[Start of Attachment]

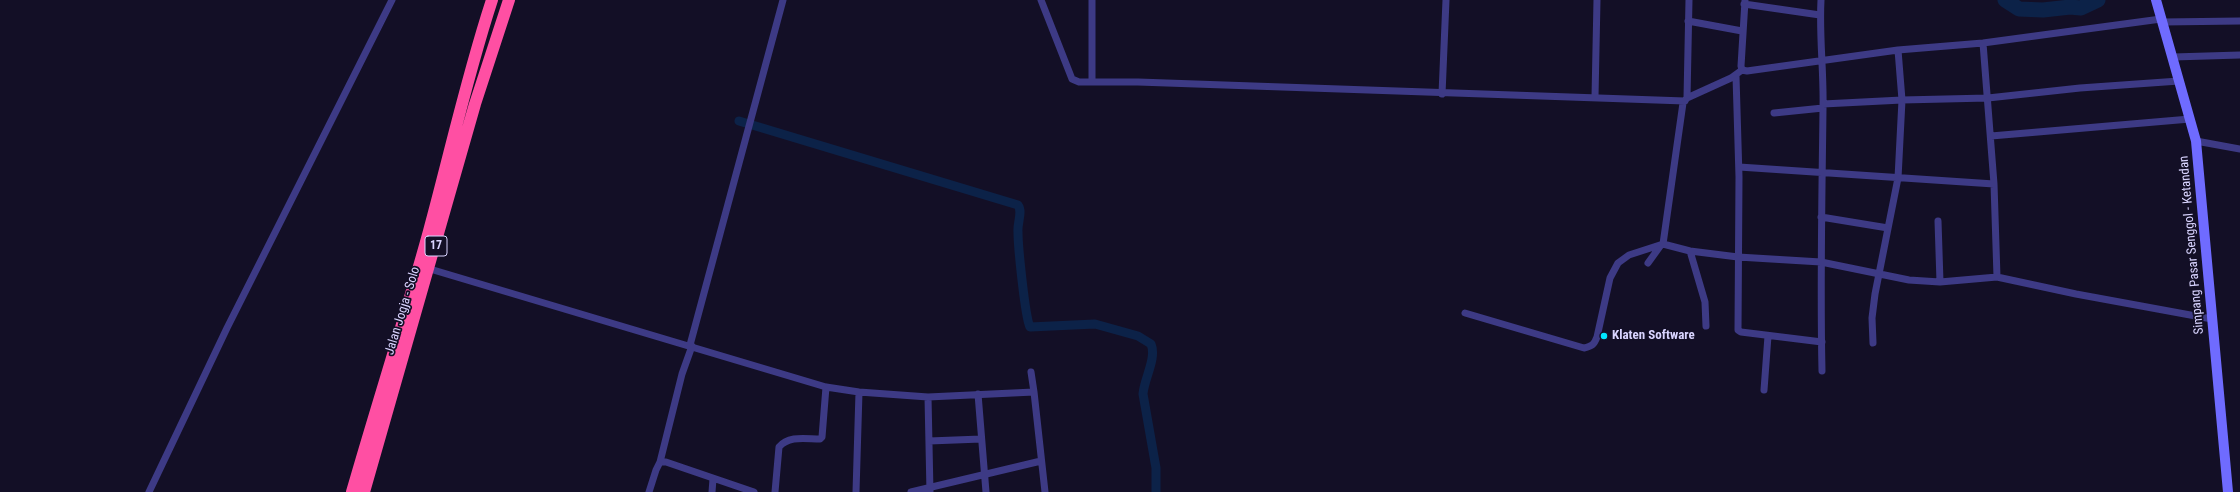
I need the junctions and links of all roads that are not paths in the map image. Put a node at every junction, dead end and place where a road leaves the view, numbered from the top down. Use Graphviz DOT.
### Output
graph roads {
  1 [pos="392,0"];
  2 [pos="492,0"];
  3 [pos="509,0"];
  4 [pos="783,0"];
  5 [pos="1041,0"];
  6 [pos="1092,0"];
  7 [pos="1446,0"];
  8 [pos="1597,0"];
  9 [pos="1689,0"];
  10 [pos="1821,0"];
  11 [pos="2156,0"];
  12 [pos="1745,2"];
  13 [pos="1820,15"];
  14 [pos="2162,20"];
  15 [pos="1688,21"];
  16 [pos="2240,21"];
  17 [pos="1742,31"];
  18 [pos="1983,43"];
  19 [pos="1898,50"];
  20 [pos="2240,55"];
  21 [pos="2173,57"];
  22 [pos="1821,60"];
  23 [pos="1742,70"];
  24 [pos="1736,76"];
  25 [pos="2179,81"];
  26 [pos="1092,82"];
  27 [pos="1442,94"];
  28 [pos="1595,97"];
  29 [pos="1988,98"];
  30 [pos="1686,99"];
  31 [pos="1902,100"];
  32 [pos="1823,106"];
  33 [pos="1774,114"];
  34 [pos="2190,119"];
  35 [pos="1991,136"];
  36 [pos="2196,142"];
  37 [pos="2240,149"];
  38 [pos="1739,167"];
  39 [pos="1821,173"];
  40 [pos="1898,178"];
  41 [pos="1994,184"];
  42 [pos="1821,218"];
  43 [pos="1938,221"];
  44 [pos="1888,228"];
  45 [pos="1662,245"];
  46 [pos="1690,251"];
  47 [pos="1738,256"];
  48 [pos="1821,262"];
  49 [pos="1648,263"];
  50 [pos="430,269"];
  51 [pos="1881,274"];
  52 [pos="1997,277"];
  53 [pos="1940,282"];
  54 [pos="1465,313"];
  55 [pos="2212,319"];
  56 [pos="1706,326"];
  57 [pos="1768,336"];
  58 [pos="1822,342"];
  59 [pos="1873,343"];
  60 [pos="691,345"];
  61 [pos="1822,371"];
  62 [pos="1031,372"];
  63 [pos="826,387"];
  64 [pos="1764,390"];
  65 [pos="859,392"];
  66 [pos="1034,392"];
  67 [pos="978,394"];
  68 [pos="928,397"];
  69 [pos="981,439"];
  70 [pos="929,441"];
  71 [pos="1041,461"];
  72 [pos="660,462"];
  73 [pos="984,474"];
  74 [pos="713,479"];
  75 [pos="930,490"];
  76 [pos="149,492"];
  77 [pos="352,492"];
  78 [pos="364,492"];
  79 [pos="649,492"];
  80 [pos="712,492"];
  81 [pos="754,492"];
  82 [pos="775,492"];
  83 [pos="856,492"];
  84 [pos="911,492"];
  85 [pos="986,492"];
  86 [pos="1045,492"];
  87 [pos="2228,492"];
  1 -- 76 [label="street"];
  2 -- 77 [label="highway, 17"];
  3 -- 50 [label="highway, Jalan Jogja - Solo / 17"];
  4 -- 60 [label="street"];
  5 -- 26 [label="street"];
  6 -- 26 [label="street"];
  7 -- 27 [label="street"];
  8 -- 28 [label="street"];
  9 -- 15 [label="street"];
  10 -- 13 [label="street"];
  11 -- 14 [label="street, Simpang Pasar Senggol - Ketandan"];
  12 -- 13 [label="street"];
  12 -- 17 [label="street"];
  13 -- 22 [label="street"];
  14 -- 16 [label="street"];
  14 -- 18 [label="street"];
  14 -- 21 [label="street, Simpang Pasar Senggol - Ketandan"];
  15 -- 17 [label="street"];
  15 -- 30 [label="street"];
  17 -- 23 [label="street"];
  18 -- 19 [label="street"];
  18 -- 29 [label="street"];
  19 -- 22 [label="street"];
  19 -- 31 [label="street"];
  20 -- 21 [label="street"];
  21 -- 25 [label="street, Simpang Pasar Senggol - Ketandan"];
  22 -- 23 [label="street"];
  22 -- 32 [label="street"];
  23 -- 24 [label="street"];
  24 -- 30 [label="street"];
  24 -- 38 [label="street"];
  25 -- 29 [label="street"];
  25 -- 34 [label="street, Simpang Pasar Senggol - Ketandan"];
  26 -- 27 [label="street"];
  27 -- 28 [label="street"];
  28 -- 30 [label="street"];
  29 -- 31 [label="street"];
  29 -- 35 [label="street"];
  30 -- 45 [label="street"];
  31 -- 32 [label="street"];
  31 -- 40 [label="street"];
  32 -- 33 [label="street"];
  32 -- 39 [label="street"];
  34 -- 35 [label="street"];
  34 -- 36 [label="street, Simpang Pasar Senggol - Ketandan"];
  35 -- 41 [label="street"];
  36 -- 37 [label="street"];
  36 -- 55 [label="street, Simpang Pasar Senggol - Ketandan"];
  38 -- 39 [label="street"];
  38 -- 47 [label="street"];
  39 -- 40 [label="street"];
  39 -- 42 [label="street"];
  40 -- 41 [label="street"];
  40 -- 44 [label="street"];
  41 -- 52 [label="street"];
  42 -- 44 [label="street"];
  42 -- 48 [label="street"];
  43 -- 53 [label="street"];
  44 -- 51 [label="street"];
  45 -- 46 [label="street"];
  45 -- 49 [label="street"];
  45 -- 54 [label="street"];
  46 -- 47 [label="street"];
  46 -- 56 [label="street"];
  47 -- 48 [label="street"];
  47 -- 57 [label="street"];
  48 -- 51 [label="street"];
  48 -- 58 [label="street"];
  50 -- 60 [label="street"];
  50 -- 78 [label="highway, Jalan Jogja - Solo / 17"];
  51 -- 53 [label="street"];
  51 -- 59 [label="street"];
  52 -- 53 [label="street"];
  52 -- 55 [label="street"];
  55 -- 87 [label="street, Simpang Pasar Senggol - Ketandan"];
  57 -- 58 [label="street"];
  57 -- 64 [label="street"];
  58 -- 61 [label="street"];
  60 -- 63 [label="street"];
  60 -- 72 [label="street"];
  62 -- 66 [label="street"];
  63 -- 65 [label="street"];
  63 -- 82 [label="street"];
  65 -- 68 [label="street"];
  65 -- 83 [label="street"];
  66 -- 67 [label="street"];
  66 -- 71 [label="street"];
  67 -- 68 [label="street"];
  67 -- 69 [label="street"];
  68 -- 70 [label="street"];
  69 -- 70 [label="street"];
  69 -- 73 [label="street"];
  70 -- 75 [label="street"];
  71 -- 73 [label="street"];
  71 -- 86 [label="street"];
  72 -- 74 [label="street"];
  72 -- 79 [label="street"];
  73 -- 75 [label="street"];
  73 -- 85 [label="street"];
  74 -- 80 [label="street"];
  74 -- 81 [label="street"];
  75 -- 84 [label="street"];
}
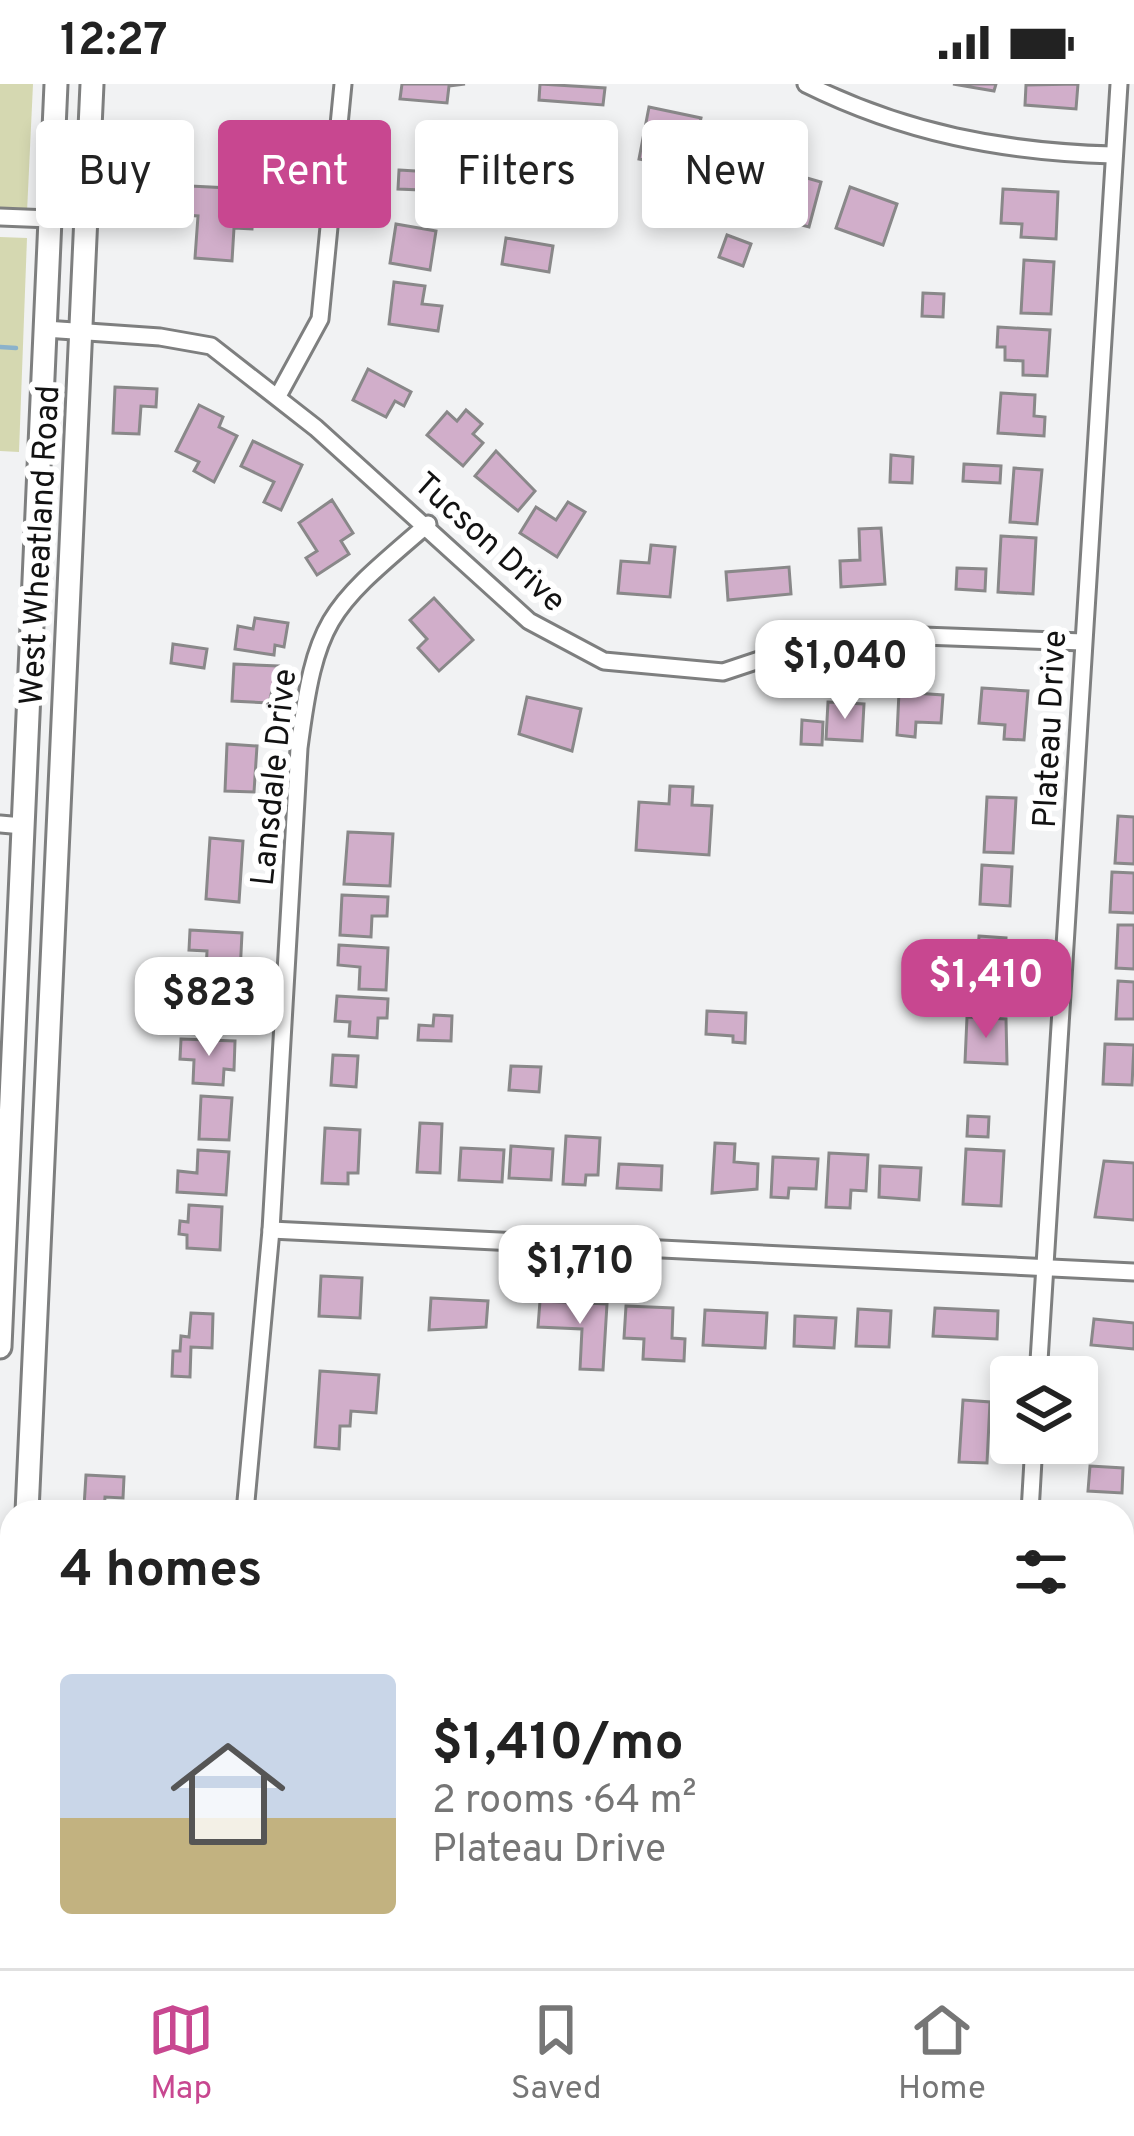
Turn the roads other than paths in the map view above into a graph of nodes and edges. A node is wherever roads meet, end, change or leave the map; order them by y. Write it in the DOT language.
graph roads {
  1 [pos="56,84"];
  2 [pos="92,84"];
  3 [pos="344,84"];
  4 [pos="806,84"];
  5 [pos="1119,84"];
  6 [pos="54,120"];
  7 [pos="1113,155"];
  8 [pos="0,217"];
  9 [pos="36,219"];
  10 [pos="50,228"];
  11 [pos="45,329"];
  12 [pos="80,332"];
  13 [pos="278,396"];
  14 [pos="428,524"];
  15 [pos="1083,642"];
  16 [pos="12,825"];
  17 [pos="271,1230"];
  18 [pos="1045,1268"];
  19 [pos="1134,1272"];
  20 [pos="0,1347"];
  21 [pos="1039,1356"];
  22 [pos="1033,1464"];
  23 [pos="28,1500"];
  24 [pos="246,1500"];
  25 [pos="1031,1500"];
  1 -- 6 [label="main road, West Wheatland Road"];
  2 -- 12 [label="main road, West Wheatland Road"];
  3 -- 13 [label="street"];
  4 -- 7 [label="street"];
  5 -- 7 [label="street, Plateau Drive"];
  7 -- 15 [label="street, Plateau Drive"];
  8 -- 9 [label="street"];
  10 -- 11 [label="main road, West Wheatland Road"];
  11 -- 12 [label="street, Tucson Drive"];
  11 -- 16 [label="main road, West Wheatland Road"];
  12 -- 13 [label="street, Tucson Drive"];
  12 -- 23 [label="main road, West Wheatland Road"];
  13 -- 14 [label="street, Tucson Drive"];
  14 -- 15 [label="street, Tucson Drive"];
  14 -- 17 [label="street, Lansdale Drive"];
  15 -- 18 [label="street, Plateau Drive"];
  16 -- 20 [label="main road, West Wheatland Road"];
  17 -- 18 [label="street"];
  17 -- 24 [label="street, Lansdale Drive"];
  18 -- 19 [label="street"];
  18 -- 21 [label="street, Plateau Drive"];
  22 -- 25 [label="street"];
}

[End of Attachment]

** Exercise instructions **
Which lines in the listing hold the word "Simpang"? Copy them out.

** Answer **
  11 -- 14 [label="street, Simpang Pasar Senggol - Ketandan"];
  14 -- 21 [label="street, Simpang Pasar Senggol - Ketandan"];
  21 -- 25 [label="street, Simpang Pasar Senggol - Ketandan"];
  25 -- 34 [label="street, Simpang Pasar Senggol - Ketandan"];
  34 -- 36 [label="street, Simpang Pasar Senggol - Ketandan"];
  36 -- 55 [label="street, Simpang Pasar Senggol - Ketandan"];
  55 -- 87 [label="street, Simpang Pasar Senggol - Ketandan"];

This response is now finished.